(Extracted entries begins)
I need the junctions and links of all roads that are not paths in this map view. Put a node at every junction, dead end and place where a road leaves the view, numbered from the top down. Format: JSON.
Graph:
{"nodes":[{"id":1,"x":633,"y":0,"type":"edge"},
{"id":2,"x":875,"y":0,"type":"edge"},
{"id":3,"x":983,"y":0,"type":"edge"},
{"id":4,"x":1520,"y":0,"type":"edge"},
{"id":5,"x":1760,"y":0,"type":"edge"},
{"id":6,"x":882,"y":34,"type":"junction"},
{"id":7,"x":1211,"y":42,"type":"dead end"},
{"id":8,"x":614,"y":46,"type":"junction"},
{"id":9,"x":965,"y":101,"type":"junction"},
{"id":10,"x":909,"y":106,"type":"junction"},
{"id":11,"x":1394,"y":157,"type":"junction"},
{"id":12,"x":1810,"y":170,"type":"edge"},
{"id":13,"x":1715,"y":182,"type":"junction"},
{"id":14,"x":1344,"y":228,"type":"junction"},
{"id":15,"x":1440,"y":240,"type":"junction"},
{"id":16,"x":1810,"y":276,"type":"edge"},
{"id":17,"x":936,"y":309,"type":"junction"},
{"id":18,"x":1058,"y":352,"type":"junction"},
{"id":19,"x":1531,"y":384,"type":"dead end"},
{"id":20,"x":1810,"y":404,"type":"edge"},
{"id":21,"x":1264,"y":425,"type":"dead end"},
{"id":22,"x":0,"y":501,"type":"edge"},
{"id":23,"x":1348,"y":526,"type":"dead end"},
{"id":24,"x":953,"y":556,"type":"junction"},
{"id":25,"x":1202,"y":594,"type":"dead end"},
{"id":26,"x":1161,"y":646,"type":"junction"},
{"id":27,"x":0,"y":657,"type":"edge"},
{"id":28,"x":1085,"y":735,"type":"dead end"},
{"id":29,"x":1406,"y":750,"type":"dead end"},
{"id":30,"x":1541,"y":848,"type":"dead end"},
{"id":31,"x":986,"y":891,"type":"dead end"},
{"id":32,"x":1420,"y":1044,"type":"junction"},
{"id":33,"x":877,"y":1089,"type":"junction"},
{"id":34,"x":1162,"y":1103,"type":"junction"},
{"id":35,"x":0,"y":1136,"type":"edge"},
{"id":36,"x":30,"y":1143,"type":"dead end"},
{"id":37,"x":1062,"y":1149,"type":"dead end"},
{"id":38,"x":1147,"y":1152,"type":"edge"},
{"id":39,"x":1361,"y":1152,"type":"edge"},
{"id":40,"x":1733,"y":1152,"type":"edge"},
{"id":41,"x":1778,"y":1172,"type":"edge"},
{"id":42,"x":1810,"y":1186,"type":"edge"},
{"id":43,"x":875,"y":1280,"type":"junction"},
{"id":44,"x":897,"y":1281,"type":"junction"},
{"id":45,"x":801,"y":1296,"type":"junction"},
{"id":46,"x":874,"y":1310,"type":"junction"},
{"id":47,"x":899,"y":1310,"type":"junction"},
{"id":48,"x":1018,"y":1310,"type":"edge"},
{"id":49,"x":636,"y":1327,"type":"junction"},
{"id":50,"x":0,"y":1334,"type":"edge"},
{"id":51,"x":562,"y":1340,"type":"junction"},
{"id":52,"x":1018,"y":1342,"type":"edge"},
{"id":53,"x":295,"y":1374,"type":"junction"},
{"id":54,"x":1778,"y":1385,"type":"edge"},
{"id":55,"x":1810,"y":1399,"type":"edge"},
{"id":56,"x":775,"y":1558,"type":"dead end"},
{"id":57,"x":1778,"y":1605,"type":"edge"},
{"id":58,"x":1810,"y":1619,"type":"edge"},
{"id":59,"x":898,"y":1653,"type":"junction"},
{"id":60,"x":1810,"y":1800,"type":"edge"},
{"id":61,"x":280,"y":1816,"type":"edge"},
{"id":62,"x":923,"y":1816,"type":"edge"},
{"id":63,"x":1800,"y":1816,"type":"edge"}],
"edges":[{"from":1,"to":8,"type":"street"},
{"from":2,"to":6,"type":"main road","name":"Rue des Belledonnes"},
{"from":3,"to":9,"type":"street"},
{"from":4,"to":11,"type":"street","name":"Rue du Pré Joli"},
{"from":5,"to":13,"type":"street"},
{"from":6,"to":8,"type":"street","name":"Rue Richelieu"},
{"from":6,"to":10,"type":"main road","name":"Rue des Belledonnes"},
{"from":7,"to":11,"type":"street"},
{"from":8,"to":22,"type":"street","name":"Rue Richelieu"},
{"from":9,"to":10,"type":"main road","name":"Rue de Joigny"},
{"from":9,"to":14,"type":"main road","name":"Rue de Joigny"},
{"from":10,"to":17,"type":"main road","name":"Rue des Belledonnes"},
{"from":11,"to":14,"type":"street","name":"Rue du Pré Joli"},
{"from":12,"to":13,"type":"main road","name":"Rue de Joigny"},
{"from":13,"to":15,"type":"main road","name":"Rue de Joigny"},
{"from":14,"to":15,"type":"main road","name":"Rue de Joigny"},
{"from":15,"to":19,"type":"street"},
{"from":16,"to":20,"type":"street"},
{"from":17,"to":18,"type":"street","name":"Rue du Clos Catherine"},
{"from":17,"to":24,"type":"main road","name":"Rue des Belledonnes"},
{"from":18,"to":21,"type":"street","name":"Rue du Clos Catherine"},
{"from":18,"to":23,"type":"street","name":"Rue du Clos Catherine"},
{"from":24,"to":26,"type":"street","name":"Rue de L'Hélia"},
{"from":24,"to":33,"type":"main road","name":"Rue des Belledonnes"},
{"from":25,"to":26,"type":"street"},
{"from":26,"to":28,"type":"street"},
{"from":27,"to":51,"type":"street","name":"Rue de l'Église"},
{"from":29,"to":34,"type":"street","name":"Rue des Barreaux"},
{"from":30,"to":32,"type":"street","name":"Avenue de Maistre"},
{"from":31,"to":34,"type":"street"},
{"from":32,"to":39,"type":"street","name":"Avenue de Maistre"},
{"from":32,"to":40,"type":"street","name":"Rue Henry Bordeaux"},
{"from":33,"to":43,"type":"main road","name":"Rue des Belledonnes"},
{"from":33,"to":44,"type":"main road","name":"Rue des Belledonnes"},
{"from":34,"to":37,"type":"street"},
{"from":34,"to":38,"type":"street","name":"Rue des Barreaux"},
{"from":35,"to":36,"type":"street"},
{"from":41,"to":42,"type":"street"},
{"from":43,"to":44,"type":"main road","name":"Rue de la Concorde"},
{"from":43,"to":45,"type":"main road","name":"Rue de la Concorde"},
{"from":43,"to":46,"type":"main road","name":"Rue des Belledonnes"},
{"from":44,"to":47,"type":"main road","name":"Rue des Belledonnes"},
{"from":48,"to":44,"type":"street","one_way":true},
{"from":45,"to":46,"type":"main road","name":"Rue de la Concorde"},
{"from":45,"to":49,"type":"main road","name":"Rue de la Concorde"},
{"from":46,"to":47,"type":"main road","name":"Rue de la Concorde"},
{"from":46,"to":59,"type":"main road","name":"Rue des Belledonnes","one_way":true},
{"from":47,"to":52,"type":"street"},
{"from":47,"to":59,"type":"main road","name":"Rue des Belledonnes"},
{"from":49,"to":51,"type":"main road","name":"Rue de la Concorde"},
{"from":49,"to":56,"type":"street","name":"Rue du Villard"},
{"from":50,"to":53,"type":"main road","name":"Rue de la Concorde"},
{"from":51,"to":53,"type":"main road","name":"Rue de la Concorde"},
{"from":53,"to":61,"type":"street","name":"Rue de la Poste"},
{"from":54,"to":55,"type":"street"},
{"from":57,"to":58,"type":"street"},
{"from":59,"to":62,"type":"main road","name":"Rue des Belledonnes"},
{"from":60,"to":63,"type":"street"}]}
(Extracted entries ends)
Assigned task: Say how many lines in the records hold the string "Maistre", and say nothing else.

Exercise output: 2